Elle fait également partie du conseil d’administration du Theatre Passe Muraille, compagnie de théâtre parallèle de Toronto. « Je siège au conseil depuis 1999, précise-t-elle. Le théâtre m’a toujours intéressée, et cette expérience s’accorde bien avec celle que j’ai acquise dans l’entreprise. Ces deux milieux sont très différents, et les compétences que j’acquiers dans l’un m’aident dans l’autre. L’ampleur et les défis propres à une activité apparaissent plus clairement lorsqu’on travaille pour un organisme sans but lucratif que lorsqu’on est dans une grande entreprise. »

Mme Rementilla continue d’apprendre beaucoup dans ses nouvelles fonctions chez Lavalife. Elle a participé au lancement d’un nouveau service, appelé Lavalife Mobile, qui permet aux membres du réseau de rencontres de rechercher des célibataires de leur région et d’échanger avec eux des messages texte n’importe où et en tout temps à l’aide de leur téléphone mobile.

« À mon arrivée, ce projet n’en était qu’à ses balbutiements, souligne-t-elle.
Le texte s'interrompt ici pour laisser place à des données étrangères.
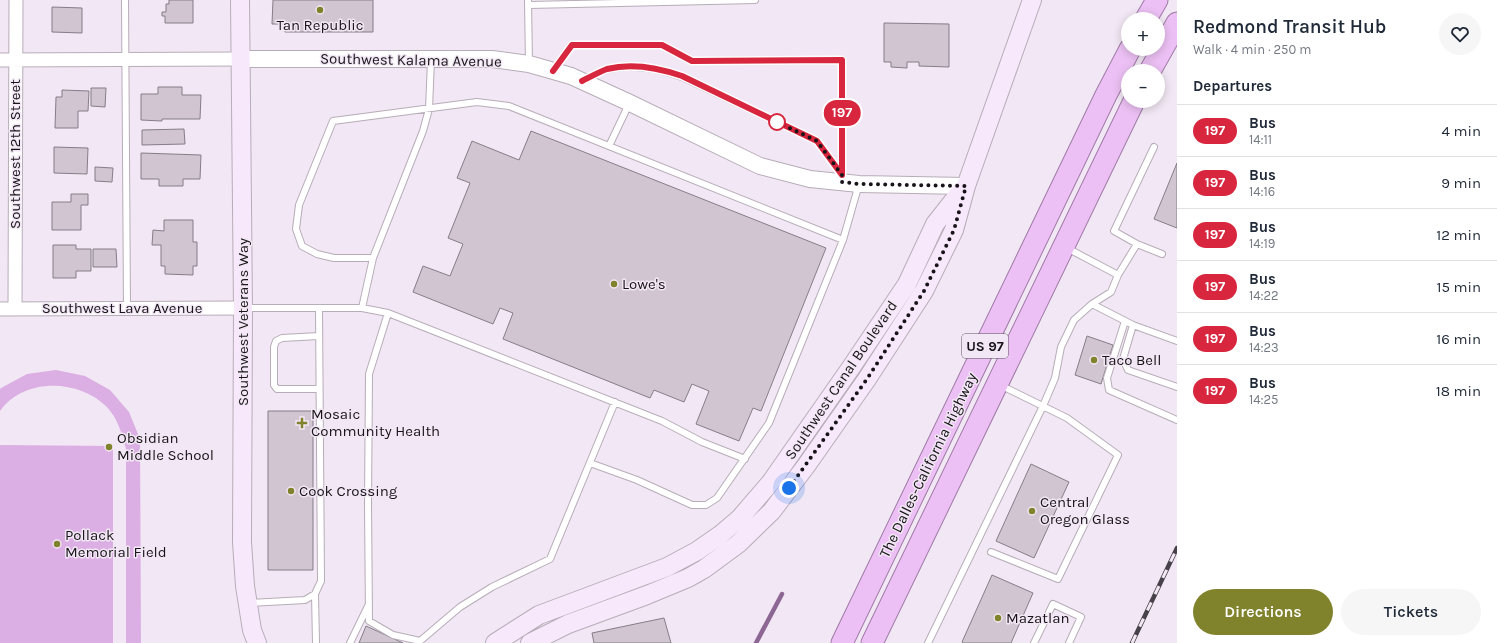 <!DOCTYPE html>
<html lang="en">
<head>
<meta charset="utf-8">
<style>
	:root { --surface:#fff; --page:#f6f6f7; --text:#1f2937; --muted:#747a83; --line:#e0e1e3; --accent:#80822c }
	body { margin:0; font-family:Karla,sans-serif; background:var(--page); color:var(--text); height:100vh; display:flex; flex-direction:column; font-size:15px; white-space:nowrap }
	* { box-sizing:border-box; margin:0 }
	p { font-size:13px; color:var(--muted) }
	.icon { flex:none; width:22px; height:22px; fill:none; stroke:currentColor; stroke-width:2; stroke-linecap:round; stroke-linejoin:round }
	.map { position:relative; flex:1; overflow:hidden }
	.sheet { display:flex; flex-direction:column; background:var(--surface); width:320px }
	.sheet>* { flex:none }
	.badge { padding:0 8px; border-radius:13px; font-size:14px; line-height:26px }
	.buttons { position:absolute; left:1121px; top:12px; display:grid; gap:8px }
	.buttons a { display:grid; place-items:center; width:44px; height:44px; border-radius:50%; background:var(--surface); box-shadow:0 2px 10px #0003; font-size:20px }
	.you { position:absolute; width:20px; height:20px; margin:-10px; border:3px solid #fff; border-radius:50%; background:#1a73e8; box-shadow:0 0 0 6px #1a73e833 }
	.map>.badge { position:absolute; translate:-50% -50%; box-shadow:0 0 0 2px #fff }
	h2 { padding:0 16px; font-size:15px; line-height:36px }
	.round { display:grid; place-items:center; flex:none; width:42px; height:42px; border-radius:21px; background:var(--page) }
	.head { display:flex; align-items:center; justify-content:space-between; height:68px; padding:0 16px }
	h1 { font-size:19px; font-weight:600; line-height:30px }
	.primary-button { display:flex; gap:8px; margin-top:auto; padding:8px 16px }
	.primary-button a { flex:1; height:46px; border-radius:24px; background:var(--accent); color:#fff; font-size:16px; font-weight:600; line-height:46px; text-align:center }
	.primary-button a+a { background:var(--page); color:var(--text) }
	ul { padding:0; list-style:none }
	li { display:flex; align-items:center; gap:12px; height:52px; padding:0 16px; border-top:1px solid var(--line) }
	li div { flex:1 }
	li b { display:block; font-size:15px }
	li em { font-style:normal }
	li .badge { min-width:44px; font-weight:700; text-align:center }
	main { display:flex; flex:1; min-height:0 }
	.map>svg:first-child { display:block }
</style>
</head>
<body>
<main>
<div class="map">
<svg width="1177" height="643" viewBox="0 0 1177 643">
	<rect width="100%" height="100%" fill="#f2e7f4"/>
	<path fill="#dbafe3" d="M56 370 85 376 110 390 129 412 140 439 141 643H126V449C122 434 118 419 107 407 79 379 24 377 0 411V389L1 388 27 374Z
		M0 445 113 446V643H0Z"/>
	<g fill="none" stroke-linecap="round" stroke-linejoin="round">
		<path stroke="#8d6794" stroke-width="4.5" d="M756 643 782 594"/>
	</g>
	<path fill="#d0c5d1" stroke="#867d88" d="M169 0H193V23H165V16H162V12H166V4H169Z
		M273 0H373V32H285V24H272Z
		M52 7 82 8V33L52 32Z
		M884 23 949 24V67L919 66V62H907V68L891 67V62H884Z
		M158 87H182V95H201L200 119H162V121L141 120V94H158Z
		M91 88H106L105 107 91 106Z
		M62 90 89 91 88 111H78V128H55L56 97H62Z
		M184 129 185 144 142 145V130Z
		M531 131 826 248 761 411 753 408 739 441 696 424 709 391 692 384 684 402 654 390 650 398 503 339 513 313 500 308 493 324 413 292 423 266 450 276 463 244 448 238 470 183 457 178 472 141 519 160Z
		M54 147 88 148 87 174 54 173Z
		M141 153 201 155 200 179H183V186H159V179H141Z
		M1177 163V228L1154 219Z
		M95 167 113 168 112 182 95 181Z
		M71 194H88V205H81V230H52V202H71Z
		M164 220H193V242H197V266H193V275L165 274V266H161V245H152L153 230 164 231Z
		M53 245H76V249H91V271H76V278H53Z
		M93 249H116L117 267H93Z
		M1087 336 1113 345 1101 384 1075 375Z
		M268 411H313V570H268Z
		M1031 464 1069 482 1034 558 996 541Z
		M992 575 1033 593 1011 643H963L962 642Z
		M664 618 671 643H594L592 633Z
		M366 626 403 643H359Z"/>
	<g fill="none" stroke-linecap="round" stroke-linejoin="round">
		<g stroke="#b7adb8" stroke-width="8">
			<path id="service" d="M125 0 127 308
				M528 0 529 64
				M529 5 755 0
				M431 60 429 109 423 131 373 258H334L317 254 302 246 296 229 299 205 333 121 477 102 509 106 843 240
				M554 69 572 45H662L692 61 842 60V181
				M585 80C592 76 600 71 608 69 632 64 659 68 682 77L817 141 842 175
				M609 146 629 104
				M1137 244 1162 254
				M1118 275 1137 244 1114 231 1154 147
				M1092 304 1133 325 1177 341
				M245 308H362L388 313 662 421 702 442 745 459
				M362 308 373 258
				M388 313 369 374 368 503 369 621 393 635 420 641 460 607 492 587 550 559 615 402
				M1125 321 1107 378 1109 390 1177 420
				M1133 325 1123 359 1128 370 1177 387
				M319 336 282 338 276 341 274 347V385L277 389H319
				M590 463 637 480 692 505H706L717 498 769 423 843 240 859 184
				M991 552 1058 579 1118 455 1067 418 1000 385
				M315 594 316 643
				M249 603 305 600 315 594 321 581 319 308
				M350 643 368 606
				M928 643 1043 406 1055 378 1061 347 1074 320 1092 304 1111 292 1118 275 1067 248
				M1034 643 1053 604 1081 617 1069 643"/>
		</g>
		<g stroke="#b7adb8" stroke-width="15">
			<path id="minor" d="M0 60 240 59
				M0 309 243 308
				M15 309 16 0"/>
		</g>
		<g stroke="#b7adb8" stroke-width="18">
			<path id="tertiary" d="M240 59H492L529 64 571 76 630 103 760 166 810 179 859 184 966 186"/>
		</g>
		<g stroke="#b7adb8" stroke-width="20">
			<path id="secondary" d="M240 0 243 308 242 542 245 586 252 630 257 643
				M495 643 539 615 667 567 697 551 720 535 740 518 771 482 852 366 907 284 935 224 961 191
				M530 643 568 624 647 595 688 578 704 569 738 544 772 511 806 466 867 379 924 291 954 230 966 186 1032 0"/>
		</g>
		<g stroke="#9f7aa6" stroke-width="23">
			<path id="trunk" d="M1146 19 1157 0
				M1150 71 1177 23
				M842 643 1106 95 1130 49
				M872 643 1134 101"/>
		</g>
		<use href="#service" stroke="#fff" stroke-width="6"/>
		<use href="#minor" stroke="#fff" stroke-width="13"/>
		<use href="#tertiary" stroke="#fff" stroke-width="16"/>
		<use href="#secondary" stroke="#f8e8fb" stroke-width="18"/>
		<use href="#trunk" stroke="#ecc0f4" stroke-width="21"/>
		<g stroke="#474249" stroke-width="4.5">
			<path id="rail" d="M1132 643 1177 548"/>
		</g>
		<use href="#rail" stroke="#f2e7f4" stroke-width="3" stroke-dasharray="9" stroke-linecap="butt"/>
	</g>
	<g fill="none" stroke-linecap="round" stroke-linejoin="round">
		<g stroke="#fff" stroke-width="9">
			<path id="line" d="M553 71 572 45H662L692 61 842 60V175L817 141 682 76C659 68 631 63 607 69 599 72 590 77 582 81"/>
		</g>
		<use href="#line" stroke="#d7263d" stroke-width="6"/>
		<path stroke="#181419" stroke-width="4" stroke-dasharray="0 7.2" d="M777 122 817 141 842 175V182L859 184 966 186 954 230 924 291 867 379 789 488"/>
	</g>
	<g fill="#80822c" stroke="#f2e7f4" stroke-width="1.5">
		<circle cx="320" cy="10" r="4"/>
		<circle cx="614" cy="284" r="4"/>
		<circle cx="1094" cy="360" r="4"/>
		<path d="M300 417h4v4h4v4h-4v4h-4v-4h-4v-4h4z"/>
		<circle cx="109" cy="447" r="4"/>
		<circle cx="291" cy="491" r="4"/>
		<circle cx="1032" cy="511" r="4"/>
		<circle cx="57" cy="544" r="4"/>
		<circle cx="998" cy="618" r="4"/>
	</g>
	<circle fill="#fff" stroke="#d7263d" stroke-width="2" cx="777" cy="122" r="8"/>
	<g text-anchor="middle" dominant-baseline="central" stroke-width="3" stroke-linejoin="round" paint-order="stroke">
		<rect fill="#f2e7f4" stroke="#59535b" stroke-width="1" x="962" y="334" width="46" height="24" rx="3"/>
		<g font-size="14" font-weight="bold" fill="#181419">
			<text x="985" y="346">US 97</text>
		</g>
		<g font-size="15" fill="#181419" stroke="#f2e7f4" text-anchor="start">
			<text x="320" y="25" text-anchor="middle">Tan Republic</text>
			<text x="622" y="284">Lowe's</text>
			<text x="1102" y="360">Taco Bell</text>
			<text x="311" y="414">Mosaic<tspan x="311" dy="17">Community Health</tspan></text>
			<text x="117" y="438">Obsidian<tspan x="117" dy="17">Middle School</tspan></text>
			<text x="299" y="491">Cook Crossing</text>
			<text x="1040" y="502">Central<tspan x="1040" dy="17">Oregon Glass</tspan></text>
			<text x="65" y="535">Pollack<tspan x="65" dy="17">Memorial Field</tspan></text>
			<text x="1006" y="618">Mazatlan</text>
		</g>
		<g font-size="15" fill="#181419" stroke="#f2e7f4">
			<text transform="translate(411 60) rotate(1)">Southwest Kalama Avenue</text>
			<text transform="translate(15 154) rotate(-90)">Southwest 12th Street</text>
			<text x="122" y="308">Southwest Lava Avenue</text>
			<text transform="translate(243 322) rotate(-90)">Southwest Veterans Way</text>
			<text transform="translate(841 380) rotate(-56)">Southwest Canal Boulevard</text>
			<text transform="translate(928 465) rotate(-64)">The Dalles-California Highway</text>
		</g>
	</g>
</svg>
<div class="buttons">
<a>+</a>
<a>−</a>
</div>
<div class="you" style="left:789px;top:488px"></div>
<b class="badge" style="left:842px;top:113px;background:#d7263d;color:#fff">197</b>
</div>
<section class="sheet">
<div class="head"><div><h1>Redmond Transit Hub</h1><p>Walk · 4 min · 250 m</p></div><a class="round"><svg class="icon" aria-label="heart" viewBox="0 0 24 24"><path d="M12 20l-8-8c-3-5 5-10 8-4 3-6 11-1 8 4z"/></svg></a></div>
<h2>Departures</h2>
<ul>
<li><span class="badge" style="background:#d7263d;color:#fff">197</span><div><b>Bus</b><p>14:11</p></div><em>4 min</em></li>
<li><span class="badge" style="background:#d7263d;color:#fff">197</span><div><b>Bus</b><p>14:16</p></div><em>9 min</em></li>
<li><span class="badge" style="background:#d7263d;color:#fff">197</span><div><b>Bus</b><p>14:19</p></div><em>12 min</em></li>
<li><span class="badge" style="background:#d7263d;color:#fff">197</span><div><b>Bus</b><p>14:22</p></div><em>15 min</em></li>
<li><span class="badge" style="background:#d7263d;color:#fff">197</span><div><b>Bus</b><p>14:23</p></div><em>16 min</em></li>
<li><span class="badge" style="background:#d7263d;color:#fff">197</span><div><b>Bus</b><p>14:25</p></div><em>18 min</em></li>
</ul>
<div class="primary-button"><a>Directions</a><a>Tickets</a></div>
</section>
</main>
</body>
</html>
Nous avons commencé à élaborer des modèles financiers afin d’en évaluer le potentiel à cette époque. » Lancé au début de février, le service continue d’occuper une bonne partie de son temps et de celui de son equipe (dont Ian Burnett, CMA).

Mme Rementilla est très satisfaite du stade auquel elle-même et l’entreprise sont parvenues. « Au fil de son expansion, Lavalife s’est adjoint divers collaborateurs, provenant d’un grand éventail de milieux. Certains sont là depuis les débuts et d’autres, comme moi, font profiter l’entreprise de l’expérience acquise dans des domaines très variés. »

Sa vaste expérience pratique ainsi que son diplôme de MBA et son titre de CMA forment une combinaison solide qui continuera sans aucun doute de lui ouvrir de nouveaux horizons. « Le titre de CMA m’a aidée dans ma carrière en me donnant le point de vue stratégique nécessaire pour réussir au sein d’une fonction financière de haut niveau, souligne-t-elle. Il complète bien mon bagage de compétences. »

Robert Colman est rédacteur en chef de CMA Management.